### PROBLEM REQUIREMENTS
Repeat verbatim what the listing holds, but not its pictures.

(RECORDED DATA Opens)

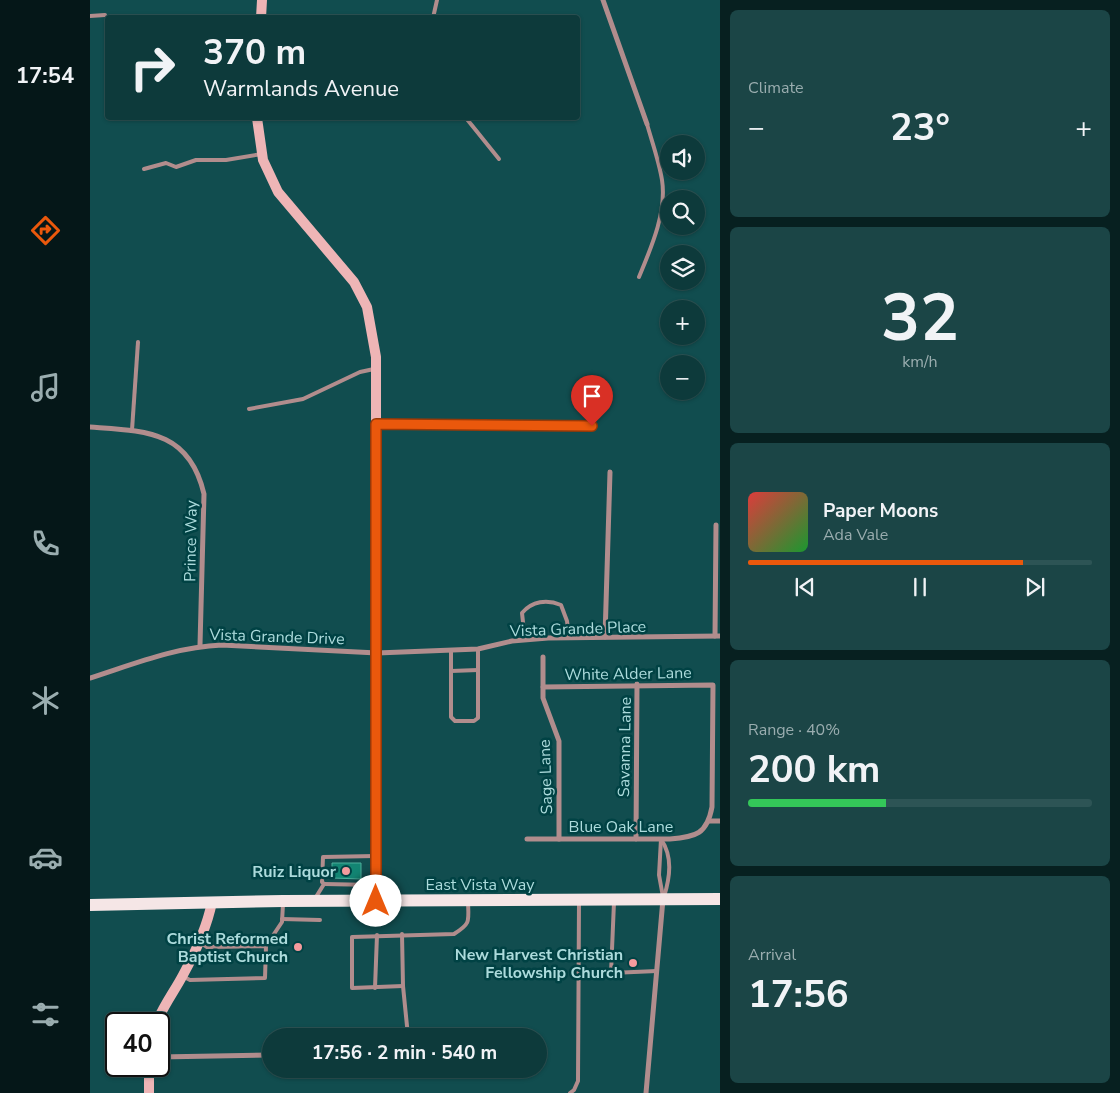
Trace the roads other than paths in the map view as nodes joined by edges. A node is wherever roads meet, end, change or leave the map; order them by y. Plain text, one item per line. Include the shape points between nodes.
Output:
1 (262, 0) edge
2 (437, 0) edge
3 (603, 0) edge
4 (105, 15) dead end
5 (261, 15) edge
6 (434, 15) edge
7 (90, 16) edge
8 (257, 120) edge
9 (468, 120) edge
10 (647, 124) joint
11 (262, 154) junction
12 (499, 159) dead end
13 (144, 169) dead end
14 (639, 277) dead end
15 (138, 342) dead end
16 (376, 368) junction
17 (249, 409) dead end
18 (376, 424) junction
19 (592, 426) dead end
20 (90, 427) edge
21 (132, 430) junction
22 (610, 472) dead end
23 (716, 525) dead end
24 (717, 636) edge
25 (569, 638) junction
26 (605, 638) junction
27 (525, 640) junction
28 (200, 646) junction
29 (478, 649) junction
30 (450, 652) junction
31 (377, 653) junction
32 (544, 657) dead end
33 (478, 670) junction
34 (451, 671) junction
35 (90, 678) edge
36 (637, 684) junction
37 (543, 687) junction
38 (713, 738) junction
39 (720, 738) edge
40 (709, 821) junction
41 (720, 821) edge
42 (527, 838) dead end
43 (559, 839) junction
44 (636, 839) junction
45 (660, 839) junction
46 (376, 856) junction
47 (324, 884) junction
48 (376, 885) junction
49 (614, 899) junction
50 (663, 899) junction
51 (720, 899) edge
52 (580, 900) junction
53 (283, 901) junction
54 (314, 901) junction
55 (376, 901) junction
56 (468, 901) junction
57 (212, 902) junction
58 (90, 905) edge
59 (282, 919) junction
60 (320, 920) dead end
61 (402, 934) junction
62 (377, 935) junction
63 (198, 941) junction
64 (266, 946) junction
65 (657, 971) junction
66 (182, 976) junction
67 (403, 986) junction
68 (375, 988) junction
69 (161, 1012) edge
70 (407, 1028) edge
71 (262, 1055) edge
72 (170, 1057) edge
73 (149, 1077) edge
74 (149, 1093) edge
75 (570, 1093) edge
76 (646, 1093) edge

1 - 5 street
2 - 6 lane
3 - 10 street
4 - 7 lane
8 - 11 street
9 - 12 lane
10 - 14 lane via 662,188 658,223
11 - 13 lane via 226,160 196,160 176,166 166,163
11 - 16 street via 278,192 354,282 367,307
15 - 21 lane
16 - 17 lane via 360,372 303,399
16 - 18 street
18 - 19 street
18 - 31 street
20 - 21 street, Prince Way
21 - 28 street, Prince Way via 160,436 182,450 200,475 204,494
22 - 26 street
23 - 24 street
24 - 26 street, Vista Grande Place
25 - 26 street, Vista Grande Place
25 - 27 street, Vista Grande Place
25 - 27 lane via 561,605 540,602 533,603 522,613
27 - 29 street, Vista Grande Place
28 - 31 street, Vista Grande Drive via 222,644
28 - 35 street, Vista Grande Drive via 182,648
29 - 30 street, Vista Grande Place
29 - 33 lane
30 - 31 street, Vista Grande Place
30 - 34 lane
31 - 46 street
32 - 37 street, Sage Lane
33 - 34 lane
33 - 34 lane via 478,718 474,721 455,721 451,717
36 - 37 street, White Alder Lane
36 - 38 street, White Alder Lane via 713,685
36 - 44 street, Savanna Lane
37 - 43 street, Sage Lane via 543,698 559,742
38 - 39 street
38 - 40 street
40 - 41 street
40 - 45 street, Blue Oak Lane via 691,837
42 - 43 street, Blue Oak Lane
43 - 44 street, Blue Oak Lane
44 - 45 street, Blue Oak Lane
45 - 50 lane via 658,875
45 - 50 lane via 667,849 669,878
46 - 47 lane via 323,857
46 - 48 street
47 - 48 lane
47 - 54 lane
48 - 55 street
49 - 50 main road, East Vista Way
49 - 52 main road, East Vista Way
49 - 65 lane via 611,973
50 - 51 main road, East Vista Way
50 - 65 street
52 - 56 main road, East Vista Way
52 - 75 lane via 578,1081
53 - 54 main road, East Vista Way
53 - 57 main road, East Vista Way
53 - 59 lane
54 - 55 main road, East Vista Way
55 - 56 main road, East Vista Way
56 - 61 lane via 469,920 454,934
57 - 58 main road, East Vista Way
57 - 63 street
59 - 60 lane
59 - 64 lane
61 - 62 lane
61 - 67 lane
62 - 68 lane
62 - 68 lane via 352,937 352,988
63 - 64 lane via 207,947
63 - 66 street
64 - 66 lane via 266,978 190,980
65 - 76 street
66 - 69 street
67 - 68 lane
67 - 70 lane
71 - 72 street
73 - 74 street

(RECORDED DATA Closes)

### WRITTEN RESPONSE
Trace the roads other than paths in the map view as nodes joined by edges. A node is wherever roads meet, end, change or leave the map; order them by y. Plain text, one item per line. Include the shape points between nodes.
Output:
1 (262, 0) edge
2 (437, 0) edge
3 (603, 0) edge
4 (105, 15) dead end
5 (261, 15) edge
6 (434, 15) edge
7 (90, 16) edge
8 (257, 120) edge
9 (468, 120) edge
10 (647, 124) joint
11 (262, 154) junction
12 (499, 159) dead end
13 (144, 169) dead end
14 (639, 277) dead end
15 (138, 342) dead end
16 (376, 368) junction
17 (249, 409) dead end
18 (376, 424) junction
19 (592, 426) dead end
20 (90, 427) edge
21 (132, 430) junction
22 (610, 472) dead end
23 (716, 525) dead end
24 (717, 636) edge
25 (569, 638) junction
26 (605, 638) junction
27 (525, 640) junction
28 (200, 646) junction
29 (478, 649) junction
30 (450, 652) junction
31 (377, 653) junction
32 (544, 657) dead end
33 (478, 670) junction
34 (451, 671) junction
35 (90, 678) edge
36 (637, 684) junction
37 (543, 687) junction
38 (713, 738) junction
39 (720, 738) edge
40 (709, 821) junction
41 (720, 821) edge
42 (527, 838) dead end
43 (559, 839) junction
44 (636, 839) junction
45 (660, 839) junction
46 (376, 856) junction
47 (324, 884) junction
48 (376, 885) junction
49 (614, 899) junction
50 (663, 899) junction
51 (720, 899) edge
52 (580, 900) junction
53 (283, 901) junction
54 (314, 901) junction
55 (376, 901) junction
56 (468, 901) junction
57 (212, 902) junction
58 (90, 905) edge
59 (282, 919) junction
60 (320, 920) dead end
61 (402, 934) junction
62 (377, 935) junction
63 (198, 941) junction
64 (266, 946) junction
65 (657, 971) junction
66 (182, 976) junction
67 (403, 986) junction
68 (375, 988) junction
69 (161, 1012) edge
70 (407, 1028) edge
71 (262, 1055) edge
72 (170, 1057) edge
73 (149, 1077) edge
74 (149, 1093) edge
75 (570, 1093) edge
76 (646, 1093) edge

1 - 5 street
2 - 6 lane
3 - 10 street
4 - 7 lane
8 - 11 street
9 - 12 lane
10 - 14 lane via 662,188 658,223
11 - 13 lane via 226,160 196,160 176,166 166,163
11 - 16 street via 278,192 354,282 367,307
15 - 21 lane
16 - 17 lane via 360,372 303,399
16 - 18 street
18 - 19 street
18 - 31 street
20 - 21 street, Prince Way
21 - 28 street, Prince Way via 160,436 182,450 200,475 204,494
22 - 26 street
23 - 24 street
24 - 26 street, Vista Grande Place
25 - 26 street, Vista Grande Place
25 - 27 street, Vista Grande Place
25 - 27 lane via 561,605 540,602 533,603 522,613
27 - 29 street, Vista Grande Place
28 - 31 street, Vista Grande Drive via 222,644
28 - 35 street, Vista Grande Drive via 182,648
29 - 30 street, Vista Grande Place
29 - 33 lane
30 - 31 street, Vista Grande Place
30 - 34 lane
31 - 46 street
32 - 37 street, Sage Lane
33 - 34 lane
33 - 34 lane via 478,718 474,721 455,721 451,717
36 - 37 street, White Alder Lane
36 - 38 street, White Alder Lane via 713,685
36 - 44 street, Savanna Lane
37 - 43 street, Sage Lane via 543,698 559,742
38 - 39 street
38 - 40 street
40 - 41 street
40 - 45 street, Blue Oak Lane via 691,837
42 - 43 street, Blue Oak Lane
43 - 44 street, Blue Oak Lane
44 - 45 street, Blue Oak Lane
45 - 50 lane via 658,875
45 - 50 lane via 667,849 669,878
46 - 47 lane via 323,857
46 - 48 street
47 - 48 lane
47 - 54 lane
48 - 55 street
49 - 50 main road, East Vista Way
49 - 52 main road, East Vista Way
49 - 65 lane via 611,973
50 - 51 main road, East Vista Way
50 - 65 street
52 - 56 main road, East Vista Way
52 - 75 lane via 578,1081
53 - 54 main road, East Vista Way
53 - 57 main road, East Vista Way
53 - 59 lane
54 - 55 main road, East Vista Way
55 - 56 main road, East Vista Way
56 - 61 lane via 469,920 454,934
57 - 58 main road, East Vista Way
57 - 63 street
59 - 60 lane
59 - 64 lane
61 - 62 lane
61 - 67 lane
62 - 68 lane
62 - 68 lane via 352,937 352,988
63 - 64 lane via 207,947
63 - 66 street
64 - 66 lane via 266,978 190,980
65 - 76 street
66 - 69 street
67 - 68 lane
67 - 70 lane
71 - 72 street
73 - 74 street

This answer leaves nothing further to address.